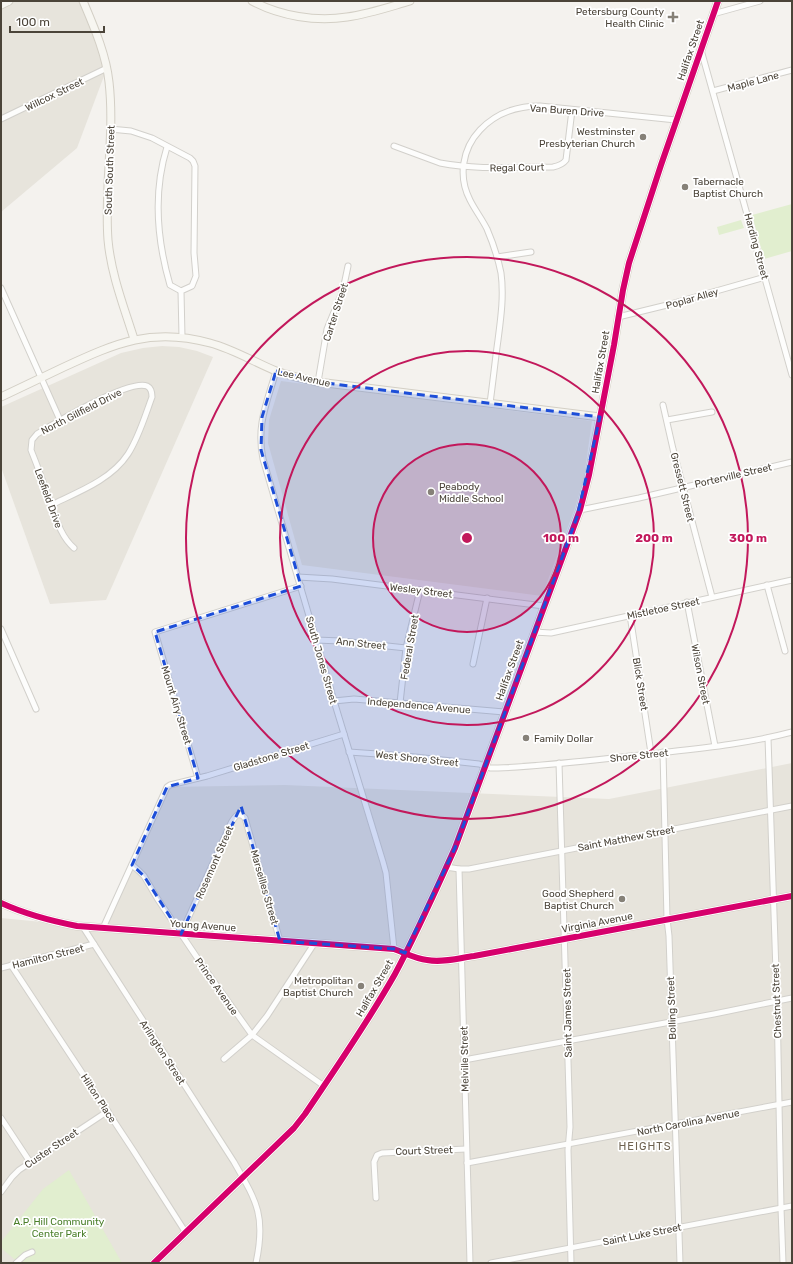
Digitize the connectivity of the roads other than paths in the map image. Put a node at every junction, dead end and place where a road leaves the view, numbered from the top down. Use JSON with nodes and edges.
{"nodes":[{"id":1,"x":8,"y":1,"type":"edge"},
{"id":2,"x":83,"y":1,"type":"edge"},
{"id":3,"x":252,"y":1,"type":"edge"},
{"id":4,"x":410,"y":1,"type":"edge"},
{"id":5,"x":718,"y":1,"type":"edge"},
{"id":6,"x":760,"y":1,"type":"edge"},
{"id":7,"x":1,"y":4,"type":"edge"},
{"id":8,"x":713,"y":14,"type":"junction"},
{"id":9,"x":701,"y":49,"type":"junction"},
{"id":10,"x":107,"y":68,"type":"junction"},
{"id":11,"x":792,"y":70,"type":"edge"},
{"id":12,"x":713,"y":91,"type":"junction"},
{"id":13,"x":572,"y":110,"type":"junction"},
{"id":14,"x":1,"y":119,"type":"edge"},
{"id":15,"x":676,"y":120,"type":"junction"},
{"id":16,"x":110,"y":129,"type":"junction"},
{"id":17,"x":394,"y":146,"type":"dead end"},
{"id":18,"x":167,"y":147,"type":"junction"},
{"id":19,"x":463,"y":166,"type":"junction"},
{"id":20,"x":532,"y":252,"type":"dead end"},
{"id":21,"x":497,"y":257,"type":"junction"},
{"id":22,"x":348,"y":266,"type":"dead end"},
{"id":23,"x":765,"y":277,"type":"junction"},
{"id":24,"x":1,"y":288,"type":"edge"},
{"id":25,"x":182,"y":291,"type":"junction"},
{"id":26,"x":618,"y":317,"type":"junction"},
{"id":27,"x":182,"y":337,"type":"junction"},
{"id":28,"x":134,"y":339,"type":"junction"},
{"id":29,"x":276,"y":371,"type":"junction"},
{"id":30,"x":792,"y":374,"type":"edge"},
{"id":31,"x":42,"y":378,"type":"junction"},
{"id":32,"x":318,"y":382,"type":"junction"},
{"id":33,"x":1,"y":397,"type":"edge"},
{"id":34,"x":490,"y":403,"type":"junction"},
{"id":35,"x":663,"y":404,"type":"dead end"},
{"id":36,"x":712,"y":412,"type":"dead end"},
{"id":37,"x":600,"y":417,"type":"junction"},
{"id":38,"x":60,"y":420,"type":"junction"},
{"id":39,"x":667,"y":420,"type":"junction"},
{"id":40,"x":31,"y":445,"type":"joint"},
{"id":41,"x":792,"y":462,"type":"edge"},
{"id":42,"x":684,"y":487,"type":"junction"},
{"id":43,"x":51,"y":505,"type":"junction"},
{"id":44,"x":580,"y":510,"type":"junction"},
{"id":45,"x":74,"y":548,"type":"dead end"},
{"id":46,"x":298,"y":577,"type":"junction"},
{"id":47,"x":792,"y":580,"type":"edge"},
{"id":48,"x":767,"y":585,"type":"junction"},
{"id":49,"x":301,"y":586,"type":"junction"},
{"id":50,"x":420,"y":590,"type":"junction"},
{"id":51,"x":712,"y":597,"type":"junction"},
{"id":52,"x":487,"y":598,"type":"junction"},
{"id":53,"x":687,"y":602,"type":"junction"},
{"id":54,"x":544,"y":606,"type":"junction"},
{"id":55,"x":630,"y":615,"type":"junction"},
{"id":56,"x":1,"y":629,"type":"edge"},
{"id":57,"x":534,"y":632,"type":"junction"},
{"id":58,"x":316,"y":640,"type":"junction"},
{"id":59,"x":406,"y":648,"type":"junction"},
{"id":60,"x":785,"y":652,"type":"dead end"},
{"id":61,"x":473,"y":664,"type":"dead end"},
{"id":62,"x":334,"y":701,"type":"junction"},
{"id":63,"x":400,"y":703,"type":"junction"},
{"id":64,"x":36,"y":709,"type":"dead end"},
{"id":65,"x":504,"y":712,"type":"junction"},
{"id":66,"x":792,"y":732,"type":"edge"},
{"id":67,"x":344,"y":734,"type":"junction"},
{"id":68,"x":768,"y":738,"type":"junction"},
{"id":69,"x":715,"y":746,"type":"junction"},
{"id":70,"x":349,"y":752,"type":"junction"},
{"id":71,"x":663,"y":752,"type":"junction"},
{"id":72,"x":651,"y":754,"type":"junction"},
{"id":73,"x":559,"y":763,"type":"junction"},
{"id":74,"x":484,"y":766,"type":"junction"},
{"id":75,"x":198,"y":778,"type":"junction"},
{"id":76,"x":792,"y":806,"type":"edge"},
{"id":77,"x":770,"y":811,"type":"junction"},
{"id":78,"x":666,"y":831,"type":"junction"},
{"id":79,"x":250,"y":833,"type":"joint"},
{"id":80,"x":561,"y":851,"type":"junction"},
{"id":81,"x":132,"y":865,"type":"junction"},
{"id":82,"x":446,"y":867,"type":"junction"},
{"id":83,"x":459,"y":869,"type":"junction"},
{"id":84,"x":792,"y":896,"type":"edge"},
{"id":85,"x":773,"y":899,"type":"junction"},
{"id":86,"x":1,"y":903,"type":"edge"},
{"id":87,"x":667,"y":919,"type":"junction"},
{"id":88,"x":83,"y":927,"type":"junction"},
{"id":89,"x":104,"y":928,"type":"junction"},
{"id":90,"x":181,"y":934,"type":"junction"},
{"id":91,"x":564,"y":938,"type":"junction"},
{"id":92,"x":280,"y":941,"type":"junction"},
{"id":93,"x":94,"y":944,"type":"junction"},
{"id":94,"x":314,"y":944,"type":"junction"},
{"id":95,"x":394,"y":949,"type":"junction"},
{"id":96,"x":405,"y":953,"type":"junction"},
{"id":97,"x":461,"y":958,"type":"junction"},
{"id":98,"x":11,"y":965,"type":"junction"},
{"id":99,"x":1,"y":968,"type":"edge"},
{"id":100,"x":792,"y":998,"type":"edge"},
{"id":101,"x":777,"y":1001,"type":"junction"},
{"id":102,"x":671,"y":1022,"type":"junction"},
{"id":103,"x":252,"y":1035,"type":"junction"},
{"id":104,"x":567,"y":1041,"type":"junction"},
{"id":105,"x":224,"y":1059,"type":"dead end"},
{"id":106,"x":464,"y":1060,"type":"junction"},
{"id":107,"x":324,"y":1086,"type":"junction"},
{"id":108,"x":792,"y":1102,"type":"edge"},
{"id":109,"x":779,"y":1105,"type":"junction"},
{"id":110,"x":108,"y":1111,"type":"junction"},
{"id":111,"x":1,"y":1118,"type":"edge"},
{"id":112,"x":674,"y":1124,"type":"junction"},
{"id":113,"x":569,"y":1144,"type":"junction"},
{"id":114,"x":466,"y":1148,"type":"junction"},
{"id":115,"x":30,"y":1162,"type":"junction"},
{"id":116,"x":466,"y":1163,"type":"junction"},
{"id":117,"x":243,"y":1178,"type":"junction"},
{"id":118,"x":1,"y":1192,"type":"edge"},
{"id":119,"x":376,"y":1198,"type":"dead end"},
{"id":120,"x":792,"y":1206,"type":"edge"},
{"id":121,"x":781,"y":1208,"type":"junction"},
{"id":122,"x":678,"y":1227,"type":"junction"},
{"id":123,"x":186,"y":1233,"type":"junction"},
{"id":124,"x":570,"y":1248,"type":"junction"},
{"id":125,"x":32,"y":1252,"type":"dead end"},
{"id":126,"x":16,"y":1263,"type":"edge"},
{"id":127,"x":154,"y":1263,"type":"edge"},
{"id":128,"x":256,"y":1263,"type":"edge"},
{"id":129,"x":470,"y":1263,"type":"edge"},
{"id":130,"x":491,"y":1263,"type":"edge"},
{"id":131,"x":571,"y":1263,"type":"edge"},
{"id":132,"x":680,"y":1263,"type":"edge"},
{"id":133,"x":783,"y":1263,"type":"edge"}],
"edges":[{"from":1,"to":7,"type":"street"},
{"from":2,"to":10,"type":"street","name":"South South Street"},
{"from":3,"to":4,"type":"street"},
{"from":5,"to":8,"type":"street","name":"Halifax Street"},
{"from":6,"to":8,"type":"street"},
{"from":8,"to":9,"type":"street","name":"Halifax Street"},
{"from":9,"to":12,"type":"street","name":"Harding Street"},
{"from":9,"to":15,"type":"street","name":"Halifax Street"},
{"from":10,"to":14,"type":"street","name":"Willcox Street"},
{"from":10,"to":16,"type":"street","name":"South South Street"},
{"from":11,"to":12,"type":"street","name":"Maple Lane"},
{"from":12,"to":23,"type":"street","name":"Harding Street"},
{"from":13,"to":15,"type":"street","name":"Van Buren Drive"},
{"from":13,"to":19,"type":"street","name":"Van Buren Drive"},
{"from":13,"to":19,"type":"street","name":"Regal Court"},
{"from":15,"to":26,"type":"street","name":"Halifax Street"},
{"from":16,"to":18,"type":"street"},
{"from":16,"to":28,"type":"street","name":"South South Street"},
{"from":17,"to":19,"type":"street","name":"Regal Court"},
{"from":18,"to":25,"type":"street"},
{"from":18,"to":25,"type":"street"},
{"from":19,"to":21,"type":"street","name":"Van Buren Drive"},
{"from":20,"to":21,"type":"street"},
{"from":21,"to":34,"type":"street","name":"Van Buren Drive"},
{"from":22,"to":32,"type":"street","name":"Carter Street"},
{"from":23,"to":26,"type":"street","name":"Poplar Alley"},
{"from":23,"to":30,"type":"street","name":"Harding Street"},
{"from":24,"to":31,"type":"street"},
{"from":25,"to":27,"type":"street"},
{"from":26,"to":37,"type":"street","name":"Halifax Street"},
{"from":27,"to":28,"type":"street","name":"Lee Avenue"},
{"from":27,"to":29,"type":"street","name":"Lee Avenue"},
{"from":28,"to":31,"type":"street","name":"Lee Avenue"},
{"from":29,"to":32,"type":"street","name":"Lee Avenue"},
{"from":29,"to":46,"type":"street","name":"South Jones Street"},
{"from":31,"to":33,"type":"street","name":"Lee Avenue"},
{"from":31,"to":38,"type":"street"},
{"from":32,"to":34,"type":"street","name":"Lee Avenue"},
{"from":34,"to":37,"type":"street","name":"Lee Avenue"},
{"from":35,"to":39,"type":"street","name":"Gressett Street"},
{"from":36,"to":39,"type":"street"},
{"from":37,"to":44,"type":"street","name":"Halifax Street"},
{"from":38,"to":40,"type":"street","name":"North Gillfield Drive"},
{"from":38,"to":43,"type":"street","name":"North Gillfield Drive"},
{"from":39,"to":42,"type":"street","name":"Gressett Street"},
{"from":40,"to":43,"type":"street","name":"Leefield Drive"},
{"from":41,"to":42,"type":"street","name":"Porterville Street"},
{"from":42,"to":44,"type":"street","name":"Porterville Street"},
{"from":42,"to":51,"type":"street","name":"Gressett Street"},
{"from":43,"to":45,"type":"street","name":"Leefield Drive"},
{"from":44,"to":54,"type":"street","name":"Halifax Street"},
{"from":46,"to":49,"type":"street","name":"South Jones Street"},
{"from":46,"to":50,"type":"street","name":"Wesley Street"},
{"from":47,"to":48,"type":"street","name":"Mistletoe Street"},
{"from":48,"to":51,"type":"street","name":"Mistletoe Street"},
{"from":48,"to":60,"type":"street"},
{"from":49,"to":58,"type":"street","name":"South Jones Street"},
{"from":49,"to":75,"type":"street","name":"Mount Airy Street"},
{"from":50,"to":52,"type":"street","name":"Wesley Street"},
{"from":50,"to":59,"type":"street","name":"Federal Street"},
{"from":51,"to":53,"type":"street","name":"Mistletoe Street"},
{"from":52,"to":54,"type":"street","name":"Wesley Street"},
{"from":52,"to":61,"type":"street"},
{"from":53,"to":55,"type":"street","name":"Mistletoe Street"},
{"from":53,"to":69,"type":"street","name":"Wilson Street"},
{"from":54,"to":57,"type":"street","name":"Halifax Street"},
{"from":55,"to":57,"type":"street","name":"Mistletoe Street"},
{"from":55,"to":72,"type":"street","name":"Blick Street"},
{"from":56,"to":64,"type":"street"},
{"from":57,"to":65,"type":"street","name":"Halifax Street"},
{"from":58,"to":59,"type":"street","name":"Ann Street"},
{"from":58,"to":62,"type":"street","name":"South Jones Street"},
{"from":59,"to":63,"type":"street","name":"Federal Street"},
{"from":62,"to":63,"type":"street","name":"Independence Avenue"},
{"from":62,"to":67,"type":"street","name":"South Jones Street"},
{"from":63,"to":65,"type":"street","name":"Independence Avenue"},
{"from":65,"to":74,"type":"street","name":"Halifax Street"},
{"from":66,"to":68,"type":"street","name":"Shore Street"},
{"from":67,"to":70,"type":"street","name":"South Jones Street"},
{"from":67,"to":75,"type":"street","name":"Gladstone Street"},
{"from":68,"to":69,"type":"street","name":"Shore Street"},
{"from":68,"to":77,"type":"street","name":"Chestnut Street"},
{"from":69,"to":71,"type":"street","name":"Shore Street"},
{"from":70,"to":74,"type":"street","name":"West Shore Street"},
{"from":70,"to":95,"type":"street","name":"South Jones Street"},
{"from":71,"to":72,"type":"street","name":"Shore Street"},
{"from":71,"to":78,"type":"street","name":"Bolling Street"},
{"from":72,"to":73,"type":"street","name":"Shore Street"},
{"from":73,"to":74,"type":"street","name":"Shore Street"},
{"from":73,"to":80,"type":"street","name":"Saint James Street"},
{"from":74,"to":82,"type":"street","name":"Halifax Street"},
{"from":75,"to":81,"type":"street"},
{"from":76,"to":77,"type":"street","name":"Saint Matthew Street"},
{"from":77,"to":78,"type":"street","name":"Saint Matthew Street"},
{"from":77,"to":85,"type":"street","name":"Chestnut Street"},
{"from":78,"to":80,"type":"street","name":"Saint Matthew Street"},
{"from":78,"to":87,"type":"street","name":"Bolling Street"},
{"from":79,"to":90,"type":"street","name":"Rosemont Street"},
{"from":79,"to":92,"type":"street","name":"Marseilles Street"},
{"from":80,"to":83,"type":"street","name":"Saint Matthew Street"},
{"from":80,"to":91,"type":"street","name":"Saint James Street"},
{"from":81,"to":89,"type":"street"},
{"from":81,"to":90,"type":"street","name":"Prince Avenue"},
{"from":82,"to":83,"type":"street"},
{"from":82,"to":96,"type":"street","name":"Halifax Street"},
{"from":83,"to":97,"type":"street","name":"Melville Street"},
{"from":84,"to":85,"type":"street","name":"Virginia Avenue"},
{"from":85,"to":87,"type":"street","name":"Virginia Avenue"},
{"from":85,"to":101,"type":"street","name":"Chestnut Street"},
{"from":86,"to":88,"type":"street","name":"Young Avenue"},
{"from":87,"to":91,"type":"street","name":"Virginia Avenue"},
{"from":87,"to":102,"type":"street","name":"Bolling Street"},
{"from":88,"to":89,"type":"street","name":"Young Avenue"},
{"from":88,"to":93,"type":"street","name":"Arlington Street"},
{"from":89,"to":90,"type":"street","name":"Young Avenue"},
{"from":90,"to":92,"type":"street","name":"Young Avenue"},
{"from":90,"to":103,"type":"street","name":"Prince Avenue"},
{"from":91,"to":97,"type":"street","name":"Virginia Avenue"},
{"from":91,"to":104,"type":"street","name":"Saint James Street"},
{"from":92,"to":94,"type":"street","name":"Young Avenue"},
{"from":93,"to":98,"type":"street","name":"Hamilton Street"},
{"from":93,"to":117,"type":"street","name":"Arlington Street"},
{"from":94,"to":95,"type":"street","name":"Young Avenue"},
{"from":94,"to":103,"type":"street"},
{"from":95,"to":96,"type":"street","name":"Young Avenue"},
{"from":96,"to":97,"type":"street","name":"Virginia Avenue"},
{"from":96,"to":107,"type":"street","name":"Halifax Street"},
{"from":97,"to":106,"type":"street","name":"Melville Street"},
{"from":98,"to":99,"type":"street","name":"Hamilton Street"},
{"from":98,"to":110,"type":"street","name":"Hilton Place"},
{"from":100,"to":101,"type":"street"},
{"from":101,"to":102,"type":"street"},
{"from":101,"to":109,"type":"street","name":"Chestnut Street"},
{"from":102,"to":104,"type":"street"},
{"from":102,"to":112,"type":"street","name":"Bolling Street"},
{"from":103,"to":105,"type":"street"},
{"from":103,"to":107,"type":"street","name":"Prince Avenue"},
{"from":104,"to":106,"type":"street"},
{"from":104,"to":113,"type":"street","name":"Saint James Street"},
{"from":106,"to":114,"type":"street","name":"Melville Street"},
{"from":107,"to":117,"type":"street","name":"Halifax Street"},
{"from":108,"to":109,"type":"street","name":"North Carolina Avenue"},
{"from":109,"to":112,"type":"street","name":"North Carolina Avenue"},
{"from":109,"to":121,"type":"street","name":"Chestnut Street"},
{"from":110,"to":115,"type":"street","name":"Custer Street"},
{"from":110,"to":123,"type":"street","name":"Hilton Place"},
{"from":111,"to":115,"type":"street"},
{"from":112,"to":113,"type":"street","name":"North Carolina Avenue"},
{"from":112,"to":122,"type":"street","name":"Bolling Street"},
{"from":113,"to":116,"type":"street","name":"North Carolina Avenue"},
{"from":113,"to":124,"type":"street","name":"Saint James Street"},
{"from":114,"to":116,"type":"street","name":"Melville Street"},
{"from":114,"to":119,"type":"street","name":"Court Street"},
{"from":115,"to":118,"type":"street","name":"Custer Street"},
{"from":116,"to":129,"type":"street","name":"Melville Street"},
{"from":117,"to":123,"type":"street","name":"Halifax Street"},
{"from":117,"to":128,"type":"street","name":"Arlington Street"},
{"from":120,"to":121,"type":"street","name":"Saint Luke Street"},
{"from":121,"to":122,"type":"street","name":"Saint Luke Street"},
{"from":121,"to":133,"type":"street","name":"Chestnut Street"},
{"from":122,"to":124,"type":"street","name":"Saint Luke Street"},
{"from":122,"to":132,"type":"street","name":"Bolling Street"},
{"from":123,"to":127,"type":"street","name":"Halifax Street"},
{"from":124,"to":130,"type":"street","name":"Saint Luke Street"},
{"from":124,"to":131,"type":"street","name":"Saint James Street"},
{"from":125,"to":126,"type":"street"}]}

__Your instructions__: Return only the lines of the records in which the string "Prince" appears.

__Response for this exercise__:
{"from":81,"to":90,"type":"street","name":"Prince Avenue"},
{"from":90,"to":103,"type":"street","name":"Prince Avenue"},
{"from":103,"to":107,"type":"street","name":"Prince Avenue"},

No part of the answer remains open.